Queda na produção de madeira arrasta o Índice de Produção Industrial
Uma nova contração da indústria de transformação voltou a marcar o desempenho do Índice de Produção Industrial (IPI) em novembro de 2025, com um forte impacto proveniente do setor madeireiro, de acordo com os dados publicados nesta terça-feira pelo Instituto Nacional de Estatísticas (INE).
No décimo primeiro mês do ano, o IPI registrou uma variação interanual de -0,8%, explicada pela incidência negativa de dois dos três setores que compõem o indicador. Entre eles, o Índice de Produção da Indústria de Transformação (IPMan) foi um dos principais responsáveis, ao anotar uma queda de 1,3% em doze meses.

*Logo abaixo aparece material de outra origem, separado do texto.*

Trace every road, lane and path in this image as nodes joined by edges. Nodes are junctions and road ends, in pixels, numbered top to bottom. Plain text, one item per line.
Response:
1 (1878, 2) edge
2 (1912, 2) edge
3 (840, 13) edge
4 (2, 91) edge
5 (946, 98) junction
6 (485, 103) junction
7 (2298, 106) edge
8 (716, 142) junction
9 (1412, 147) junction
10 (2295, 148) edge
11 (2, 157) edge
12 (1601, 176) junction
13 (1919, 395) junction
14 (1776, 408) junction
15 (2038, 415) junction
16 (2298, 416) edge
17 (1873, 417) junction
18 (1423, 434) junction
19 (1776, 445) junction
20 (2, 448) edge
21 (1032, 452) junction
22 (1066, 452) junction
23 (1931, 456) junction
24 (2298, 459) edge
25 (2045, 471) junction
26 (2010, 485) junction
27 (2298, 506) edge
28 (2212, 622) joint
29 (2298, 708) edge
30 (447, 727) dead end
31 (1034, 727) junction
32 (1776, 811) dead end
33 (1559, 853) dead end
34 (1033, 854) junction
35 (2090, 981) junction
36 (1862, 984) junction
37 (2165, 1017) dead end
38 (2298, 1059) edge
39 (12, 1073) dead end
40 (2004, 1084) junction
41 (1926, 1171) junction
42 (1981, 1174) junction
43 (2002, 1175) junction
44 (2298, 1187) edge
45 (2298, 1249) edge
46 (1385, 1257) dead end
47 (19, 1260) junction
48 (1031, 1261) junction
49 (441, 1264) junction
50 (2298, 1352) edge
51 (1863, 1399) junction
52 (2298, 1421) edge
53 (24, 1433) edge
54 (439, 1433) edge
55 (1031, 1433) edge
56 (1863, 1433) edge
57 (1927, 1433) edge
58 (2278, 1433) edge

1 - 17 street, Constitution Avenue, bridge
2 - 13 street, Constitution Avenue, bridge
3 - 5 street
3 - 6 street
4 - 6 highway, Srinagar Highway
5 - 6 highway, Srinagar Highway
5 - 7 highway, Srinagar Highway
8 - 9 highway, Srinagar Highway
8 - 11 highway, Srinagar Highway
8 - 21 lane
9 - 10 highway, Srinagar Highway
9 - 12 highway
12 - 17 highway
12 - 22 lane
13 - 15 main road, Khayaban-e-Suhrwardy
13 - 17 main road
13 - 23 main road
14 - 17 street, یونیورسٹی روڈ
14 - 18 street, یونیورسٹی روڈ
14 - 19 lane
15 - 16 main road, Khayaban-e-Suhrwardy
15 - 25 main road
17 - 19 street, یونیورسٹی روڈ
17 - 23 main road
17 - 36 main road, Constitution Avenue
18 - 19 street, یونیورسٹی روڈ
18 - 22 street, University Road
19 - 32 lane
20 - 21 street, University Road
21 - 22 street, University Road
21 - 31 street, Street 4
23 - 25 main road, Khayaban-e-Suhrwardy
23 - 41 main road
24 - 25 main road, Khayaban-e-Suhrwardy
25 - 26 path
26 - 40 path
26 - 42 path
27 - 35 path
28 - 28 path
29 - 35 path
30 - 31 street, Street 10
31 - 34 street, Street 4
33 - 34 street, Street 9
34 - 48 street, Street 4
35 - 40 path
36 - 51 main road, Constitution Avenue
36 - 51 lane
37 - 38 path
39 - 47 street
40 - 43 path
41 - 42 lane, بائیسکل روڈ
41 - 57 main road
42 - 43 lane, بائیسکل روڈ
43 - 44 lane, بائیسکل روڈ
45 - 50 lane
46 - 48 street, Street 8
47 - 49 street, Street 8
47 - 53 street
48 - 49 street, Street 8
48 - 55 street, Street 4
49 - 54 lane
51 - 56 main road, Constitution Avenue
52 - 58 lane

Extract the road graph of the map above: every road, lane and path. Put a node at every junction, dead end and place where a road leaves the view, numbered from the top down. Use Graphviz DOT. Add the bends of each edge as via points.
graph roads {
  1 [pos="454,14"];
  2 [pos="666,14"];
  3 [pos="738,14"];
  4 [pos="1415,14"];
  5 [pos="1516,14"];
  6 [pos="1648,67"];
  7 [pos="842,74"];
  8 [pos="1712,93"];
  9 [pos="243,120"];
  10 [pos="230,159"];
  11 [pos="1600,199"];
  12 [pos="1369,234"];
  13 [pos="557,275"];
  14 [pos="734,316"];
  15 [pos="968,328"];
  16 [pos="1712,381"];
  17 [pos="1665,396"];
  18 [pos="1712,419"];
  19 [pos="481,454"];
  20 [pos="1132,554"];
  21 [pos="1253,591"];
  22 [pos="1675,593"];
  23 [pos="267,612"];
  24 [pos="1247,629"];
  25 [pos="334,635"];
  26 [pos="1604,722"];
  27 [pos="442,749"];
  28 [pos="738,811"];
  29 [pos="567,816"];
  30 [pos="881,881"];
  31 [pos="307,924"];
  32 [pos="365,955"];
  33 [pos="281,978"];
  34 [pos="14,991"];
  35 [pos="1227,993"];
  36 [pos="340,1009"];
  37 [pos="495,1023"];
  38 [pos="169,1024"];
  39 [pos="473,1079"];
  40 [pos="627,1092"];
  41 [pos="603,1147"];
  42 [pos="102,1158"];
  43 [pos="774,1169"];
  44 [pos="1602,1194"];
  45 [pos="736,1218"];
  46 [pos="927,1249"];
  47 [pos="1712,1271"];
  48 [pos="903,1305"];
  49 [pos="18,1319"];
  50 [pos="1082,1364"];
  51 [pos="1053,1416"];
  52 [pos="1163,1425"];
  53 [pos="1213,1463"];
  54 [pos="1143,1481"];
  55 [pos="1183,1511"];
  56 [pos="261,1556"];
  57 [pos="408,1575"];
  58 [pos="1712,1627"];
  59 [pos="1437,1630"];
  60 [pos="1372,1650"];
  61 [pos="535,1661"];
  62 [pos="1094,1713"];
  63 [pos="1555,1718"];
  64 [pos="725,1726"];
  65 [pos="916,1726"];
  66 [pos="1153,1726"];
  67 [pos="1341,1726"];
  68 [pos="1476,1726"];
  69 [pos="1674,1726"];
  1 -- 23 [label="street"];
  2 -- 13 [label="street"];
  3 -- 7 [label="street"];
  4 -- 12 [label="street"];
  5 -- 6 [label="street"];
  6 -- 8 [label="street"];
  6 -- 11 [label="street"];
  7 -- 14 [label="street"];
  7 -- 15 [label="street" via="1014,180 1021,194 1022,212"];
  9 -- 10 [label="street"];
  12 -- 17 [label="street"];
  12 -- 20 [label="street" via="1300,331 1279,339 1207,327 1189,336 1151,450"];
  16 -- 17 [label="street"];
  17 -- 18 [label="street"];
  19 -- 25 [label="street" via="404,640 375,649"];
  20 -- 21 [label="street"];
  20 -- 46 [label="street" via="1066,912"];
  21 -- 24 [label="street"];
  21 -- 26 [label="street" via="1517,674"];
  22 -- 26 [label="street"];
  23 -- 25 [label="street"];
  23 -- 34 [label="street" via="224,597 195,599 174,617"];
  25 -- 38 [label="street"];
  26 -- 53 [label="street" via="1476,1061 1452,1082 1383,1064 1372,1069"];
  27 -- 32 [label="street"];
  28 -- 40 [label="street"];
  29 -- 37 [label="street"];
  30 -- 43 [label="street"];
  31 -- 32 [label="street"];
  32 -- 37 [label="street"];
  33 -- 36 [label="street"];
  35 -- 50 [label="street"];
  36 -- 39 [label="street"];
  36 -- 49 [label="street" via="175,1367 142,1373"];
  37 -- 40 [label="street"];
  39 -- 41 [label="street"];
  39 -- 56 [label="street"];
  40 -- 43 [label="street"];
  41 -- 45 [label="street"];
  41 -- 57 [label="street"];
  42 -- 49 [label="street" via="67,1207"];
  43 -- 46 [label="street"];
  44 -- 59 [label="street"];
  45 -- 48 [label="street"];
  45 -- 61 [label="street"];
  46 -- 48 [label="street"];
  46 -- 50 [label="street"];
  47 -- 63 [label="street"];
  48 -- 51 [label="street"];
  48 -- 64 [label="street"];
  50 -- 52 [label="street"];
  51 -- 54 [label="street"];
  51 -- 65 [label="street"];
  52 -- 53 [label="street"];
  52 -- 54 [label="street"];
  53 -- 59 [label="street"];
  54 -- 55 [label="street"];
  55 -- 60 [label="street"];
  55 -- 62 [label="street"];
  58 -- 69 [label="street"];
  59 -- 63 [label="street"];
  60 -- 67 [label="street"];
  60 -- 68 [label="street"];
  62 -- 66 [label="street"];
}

O retrocesso da indústria de transformação foi liderado pela produção de madeira e pela fabricação de produtos de madeira e cortiça, que evidenciou uma diminuição interanual de 17,0%, tornando-se a atividade com maior incidência negativa do período. Este resultado subtraiu 0,756 pontos percentuais da variação do índice geral, refletindo as dificuldades que atravessa a cadeia florestal-industrial, chave para várias regiões do país.
Analistas do setor apontam que esta baixa responde a uma combinação de menor demanda interna, ajustes na produção e condições de mercado mais estreitas, fatores que têm impactado especialmente as serrarias e a indústria de transformação da madeira.
À debilidade do setor de transformação somou-se o desempenho do Índice de Produção Mineral (IPMin), que também retrocedeu 1,3% interanual, devido à menor atividade da mineração metálica, a qual caiu 4,3%, subtraindo 3,769 pontos percentuais do indicador.
O contraponto positivo proveio do Índice de Produção de Eletricidade, Gás e Água (IPEGA), que cresceu 2,4% em relação a novembro de 2024. O incremento foi impulsionado pelo setor de eletricidade, que avançou 2,2%, com uma incidência positiva de 1,666 pontos percentuais.
Apesar deste desempenho favorável do setor energético, a forte contração da indústria da madeira volta a acender alertas sobre o estado de um dos pilares produtivos do país, cuja evolução será chave para o desempenho industrial nos próximos meses.